WE'RE living in a world of fake news, aren’t we? Don’t we all lament the loss of facts, figures and truth? Well, let’s take a look at an issue that seems to have polarised people in Scotland for a while now, and let’s kick it all off in fiery fashion.

Folk from foreign climes may have been bemused the other day if they’d tuned into Scottish news when they saw a tabloid newspaper post footage online of staff setting a baby box on fire. But, apparently, that’s what happens when a bold idea from the government becomes policy, and the media – rightly so – must hold it, like any other, to account. If there's a risk it can go up in smoke then give us a match and let’s see what happens. After all, there’s no smoke without fire.

The baby box is the Scottish Government scheme introduced last year, which offers every mother in Scotland a box of basic supplies – blankets, a mattress, clothes, a digital thermometer and more – for their babies, and it’s free. It’s more than a practicality, it’s this government’s way of saying that every child has the right to an equal start in life, and that each is valued.

So far, so good. But then the questions emerge. How much does this policy cost? Is it just a gimmick? Is the government really suggesting that a simple package delivered upon birth is enough to offset poverty and reduce infant mortality rates?

Regardless of the heartwarming symbolism of the baby box, these are all legitimate questions. What if it turned out that there was some terrible design flaw in them that meant parents really shouldn’t allow their babies to sleep in them? What if something went horribly wrong? Isn’t it better to pro-actively address any potential problems than be in a position where we need to learn lessons in the wake of some awful tragedy?

Scottish Government ministers have repeatedly made the claim that the baby box scheme can help reduce infant mortality rates, and that the box itself is a safe sleeping space for babies. It is the job of the media and of opposition parties to test the veracity of those claims. It is totally legitimate and fair to do that.

And that’s exactly what caused the latest stooshie over the last week, when it emerged in a London newspaper that one expert on cot death, Peter Blair of the University of Bristol’s medical school, had urged the government in a memo to stop claiming the boxes were safe for babies to sleep in because there was no evidence to support it.

Then, Kela, Finland’s welfare agency, added further fuel to the fire when it pointed out that the box itself was not the key to reducing infant mortality - rather, the box was part of an overall improvement in health services, which in turn created a drop in early child deaths. This was a particular blow for the government because the baby box scheme’s success in Finland has been held up in Scotland as the model to follow.

However, while it is legitimate for the government to be questioned and held to account, the behaviour of some opposition politicians must also come under scrutiny.
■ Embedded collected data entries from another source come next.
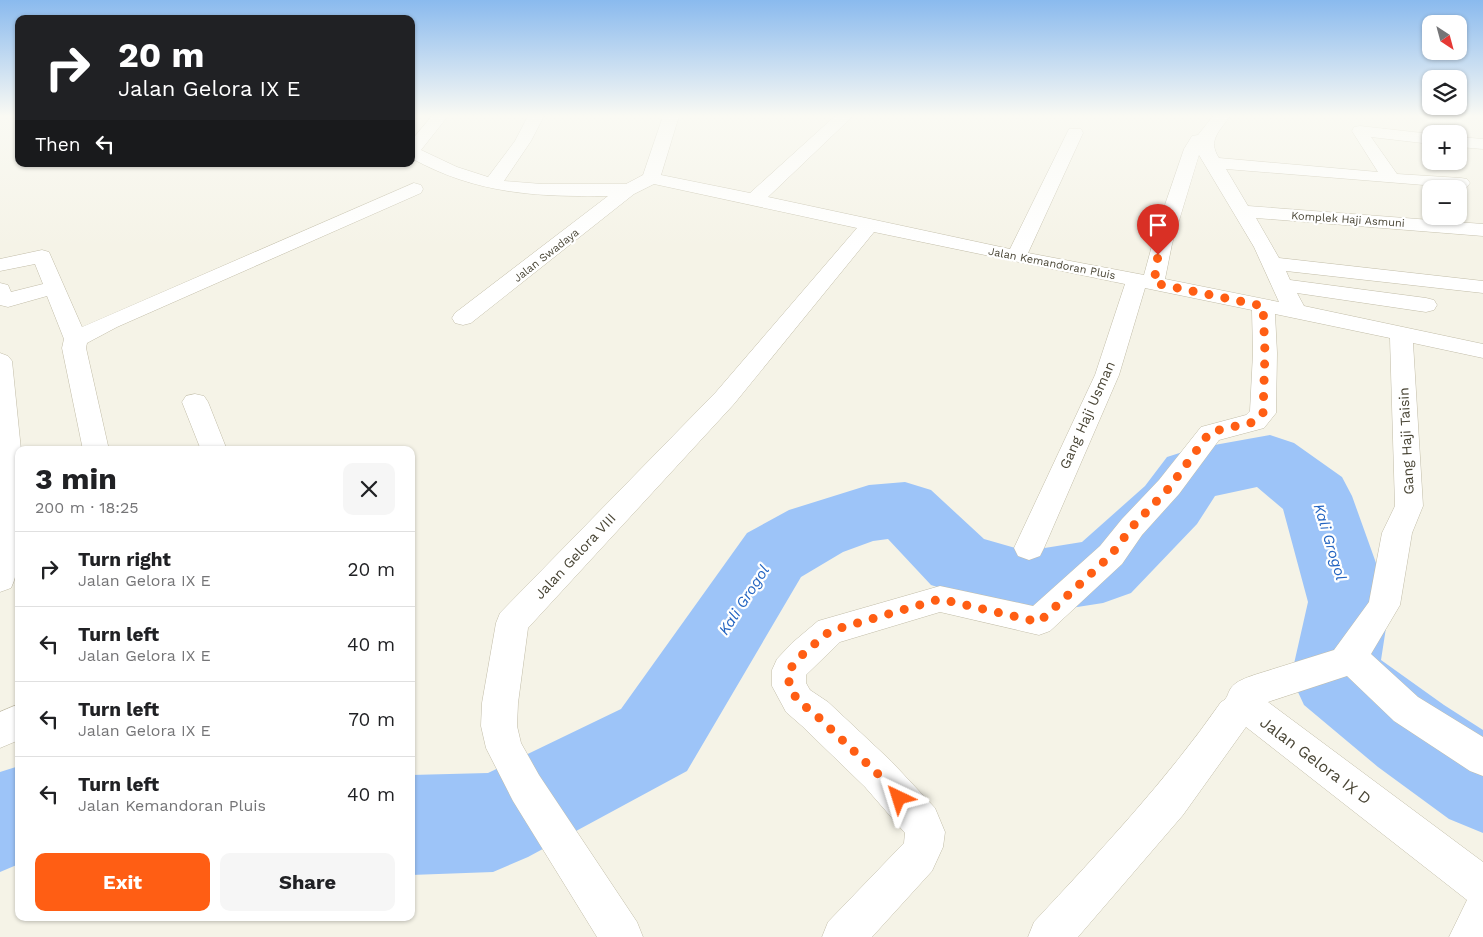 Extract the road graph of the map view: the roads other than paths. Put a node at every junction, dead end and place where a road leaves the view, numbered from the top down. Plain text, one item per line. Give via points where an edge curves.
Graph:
1 (430, 160) edge
2 (510, 160) edge
3 (658, 160) edge
4 (797, 160) edge
5 (1062, 160) edge
6 (1190, 160) edge
7 (1210, 160) edge
8 (1378, 160) edge
9 (1212, 163) junction
10 (652, 178) junction
11 (1392, 180) junction
12 (1422, 181) edge
13 (493, 184) junction
14 (414, 189) dead end
15 (627, 190) junction
16 (756, 198) junction
17 (1243, 211) junction
18 (869, 226) junction
19 (1483, 230) edge
20 (1016, 257) junction
21 (1272, 263) junction
22 (0, 265) edge
23 (1146, 281) junction
24 (1283, 285) junction
25 (54, 287) junction
26 (1483, 287) edge
27 (0, 290) edge
28 (1426, 305) dead end
29 (1263, 306) junction
30 (1295, 311) junction
31 (463, 318) dead end
32 (1401, 332) junction
33 (76, 339) junction
34 (1483, 351) edge
35 (0, 361) edge
36 (195, 402) dead end
37 (95, 446) edge
38 (212, 446) edge
39 (4, 453) edge
40 (2, 536) edge
41 (1029, 548) dead end
42 (0, 579) edge
43 (1337, 664) junction
44 (1241, 710) junction
45 (15, 724) edge
46 (0, 731) edge
47 (1483, 758) edge
48 (1483, 887) edge
49 (1483, 913) edge
50 (622, 937) edge
51 (843, 937) edge
52 (1049, 937) edge
53 (1470, 937) edge

1 - 13 street
2 - 13 street
3 - 10 street
4 - 16 street
5 - 20 street
6 - 23 street, Gang Haji Usman
7 - 9 street
8 - 11 street
9 - 11 street
9 - 17 street
10 - 15 street
10 - 16 street, Jalan Kemandoran Pluis
11 - 12 street
13 - 15 street
14 - 33 street
15 - 31 street, Jalan Swadaya
16 - 18 street, Jalan Kemandoran Pluis
17 - 19 street, Komplek Haji Asmuni
17 - 21 street
18 - 20 street, Jalan Kemandoran Pluis
18 - 50 street, Jalan Gelora VIII via 725,398 512,624 500,703 499,726 504,748 526,788
20 - 23 street, Jalan Kemandoran Pluis
21 - 24 street
21 - 26 street
22 - 25 street via 42,256
23 - 29 street, Jalan Kemandoran Pluis
23 - 41 street, Gang Haji Usman
24 - 28 street
24 - 30 street
25 - 27 street via 8,300 2,298
25 - 33 street
29 - 30 street, Jalan Kemandoran Pluis
29 - 51 street via 1263,413 1254,422 1210,432 1169,488 1111,555 1039,622 940,599 830,631 789,670 789,686 798,701 878,774 925,832 918,857
30 - 32 street, Jalan Kemandoran Pluis
32 - 34 street, Jalan Kemandoran Pluis
32 - 43 street, Gang Haji Taisin via 1409,506 1397,533 1384,605
33 - 37 street via 74,348
35 - 39 street
36 - 38 street
39 - 40 street
40 - 42 street
43 - 44 street via 1254,692 1244,698
43 - 47 street via 1377,684 1406,709
44 - 48 street, Jalan Gelora IX D via 1262,718
44 - 52 street via 1234,714 1189,779 1151,824
45 - 46 street
49 - 53 street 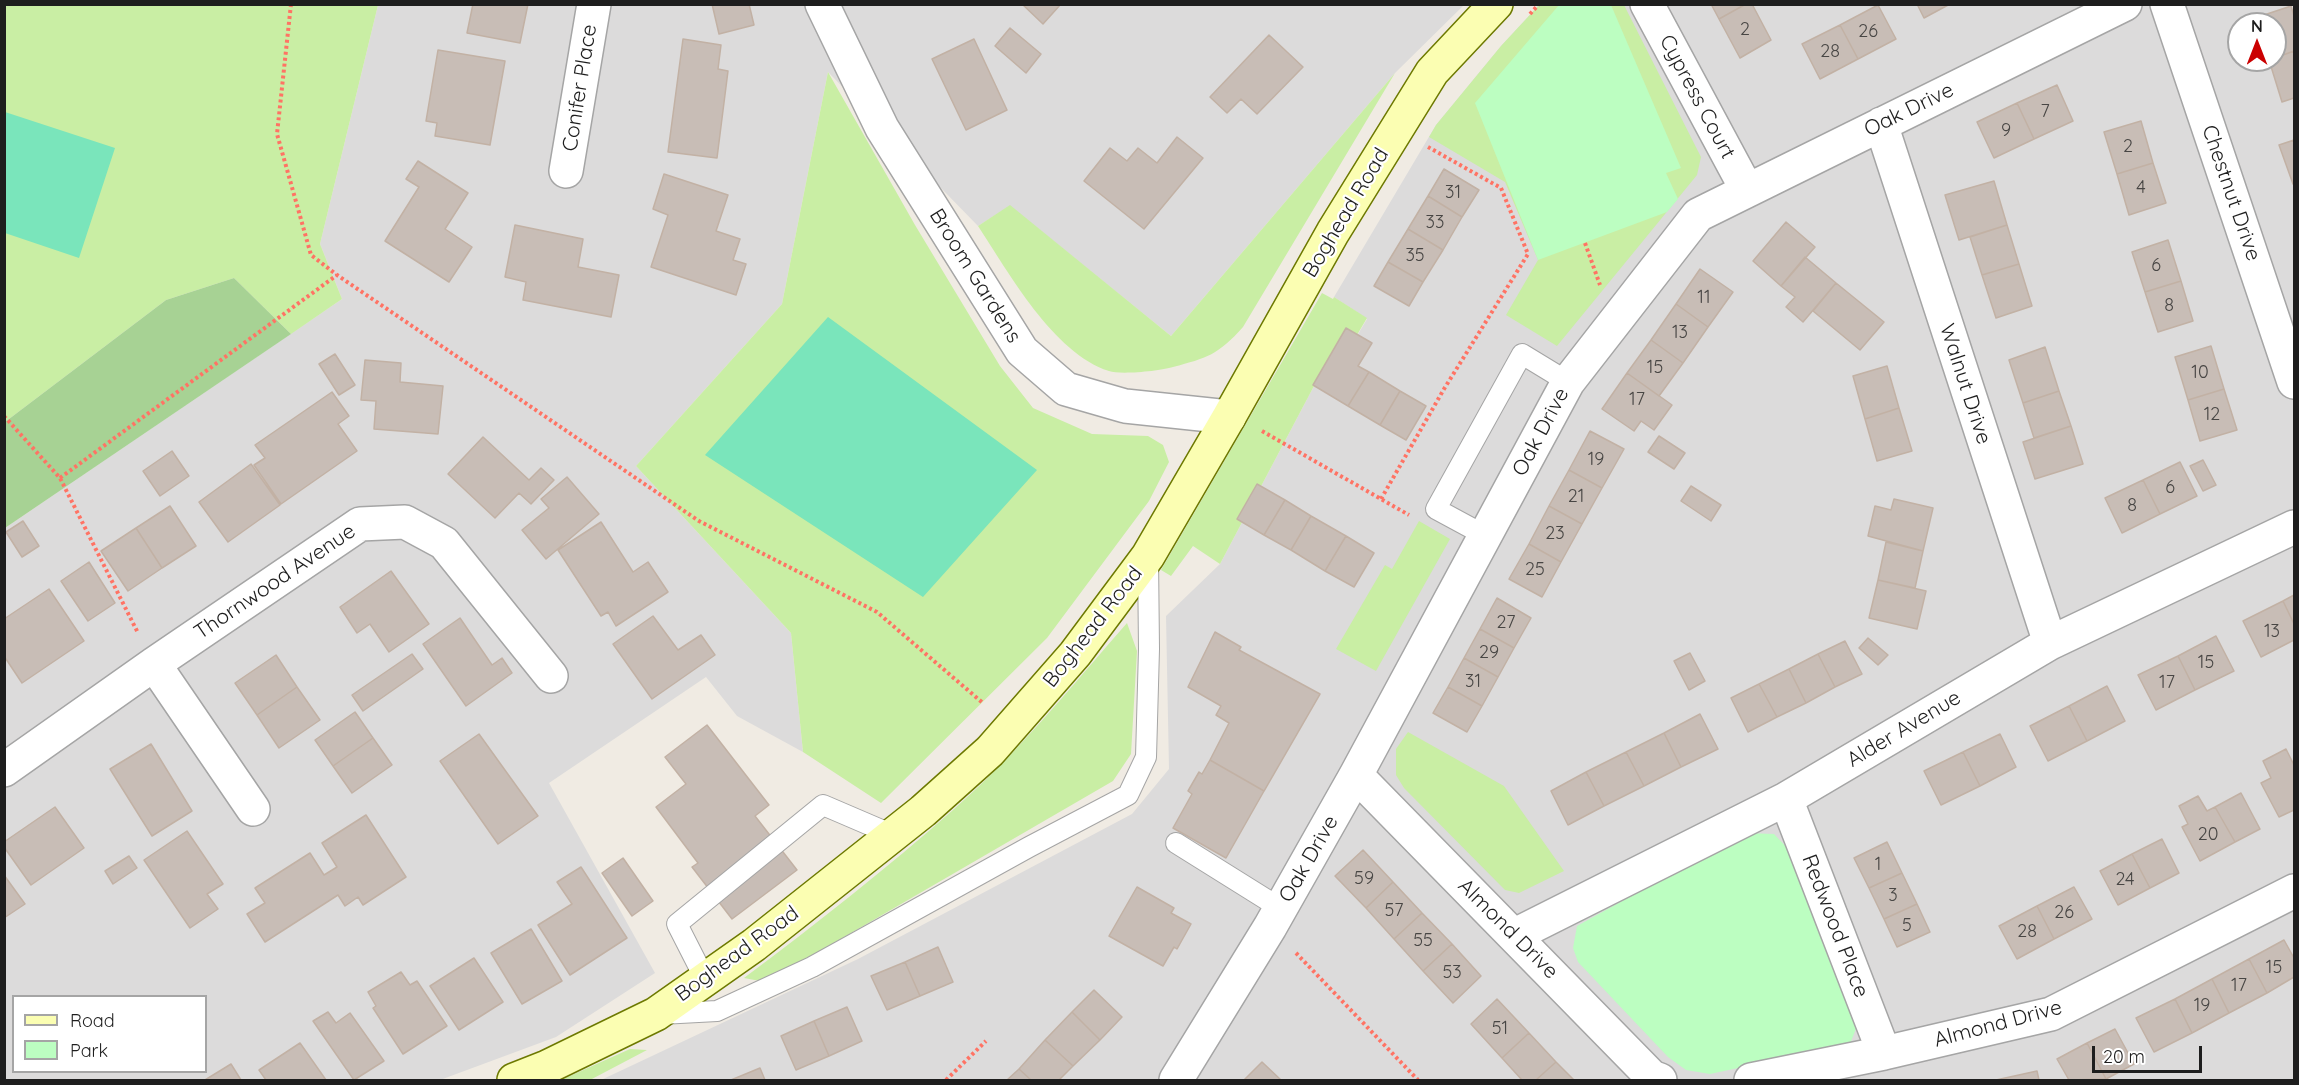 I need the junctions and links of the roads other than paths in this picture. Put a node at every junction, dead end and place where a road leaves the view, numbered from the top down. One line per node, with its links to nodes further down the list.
1 (594, 4): 8 (street, Conifer Place)
2 (822, 4): 12 (street, Broom Gardens)
3 (1496, 4): 12 (street, Boghead Road)
4 (1647, 4): 9 (street, Cypress Court)
5 (2125, 4): 7 (street, Oak Drive)
6 (2167, 4): 11 (street, Chestnut Drive)
7 (1881, 124): 9 (street, Oak Drive); 16 (street, Walnut Drive)
8 (566, 171)
9 (1747, 190): 10 (street, Oak Drive)
10 (1568, 382): 14 (street, Oak Drive); 14 (lane)
11 (2295, 382)
12 (1244, 423): 15 (street, Boghead Road)
13 (2295, 527): 16 (street, Alder Avenue)
14 (1486, 536): 20 (street, Oak Drive)
15 (1148, 556): 23 (street, Boghead Road); 29 (lane)
16 (2049, 643): 21 (street, Alder Avenue)
17 (154, 664): 18 (street, Thornwood Avenue); 19 (street, Thornwood Avenue); 22 (street)
18 (551, 676)
19 (4, 770)
20 (1356, 776): 26 (street, Oak Drive); 27 (street, Almond Drive)
21 (1786, 799): 27 (street, Alder Avenue); 30 (street, Redwood Place)
22 (253, 809)
23 (893, 835): 28 (street, Boghead Road); 28 (lane)
24 (1176, 843): 26 (lane)
25 (2295, 891): 30 (street, Almond Drive)
26 (1275, 917): 32 (street, Oak Drive)
27 (1515, 935): 33 (street, Almond Drive)
28 (705, 979): 29 (street, Boghead Road)
29 (656, 1014): 31 (street, Boghead Road)
30 (1884, 1053): 34 (street, Almond Drive)
31 (514, 1080)
32 (1176, 1080)
33 (1660, 1080)
34 (1751, 1080)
Let’s not pretend that the frenzy over the baby box comes from a crippling fear amongst the Tories in Scotland that they aren’t safe.

There is a clash of ideologies at work, and the Tories want to draw blood from the SNP. The brass neck of members of the party behind brutal austerity and the rape clause suddenly becoming concerned about welfare would be hilarious if it wasn’t so serious.

And the frustration in members of the public is something I sympathise with. When there is so much wrong with Broken Britain and so many crises facing public health, is time spent setting fire to baby boxes really the best use of journalism?

What we appear to have right now is political tribes determined to rip one another apart on detail, regardless of principle. Is this the only way politics can work? Must everything, even the welfare of innocent babies, fall victim to this tit-for-tat?

Here’s a challenge to our political parties: get in a room together, figure out the safest way to deliver universal provision for our children and sort it out. Set the public spats to one side, ditch the petty sniping and listen to the experts - improve what, at its core, is a good idea.

If you can’t deliver that, history won’t remember you well. And remember, today’s babies will be tomorrow’s history makers. Over to you.


In the wake of the Cambridge Analytica data-grabbing scandal, Facebook turned heads with the news during the week that it is to launch a dating app on the social network. You almost have to admire how bold Facebook can be – just as we’re all reeling from revelations about how much information it has been collecting about us, broadly without our knowledge or understanding, Facebook gives us the chilling news that it wants to know who we’re getting between the sheets with as well. You may as well send Mark Zuckerberg an invitation to wire up a livestream into your bedroom and be done with it. Happy dating!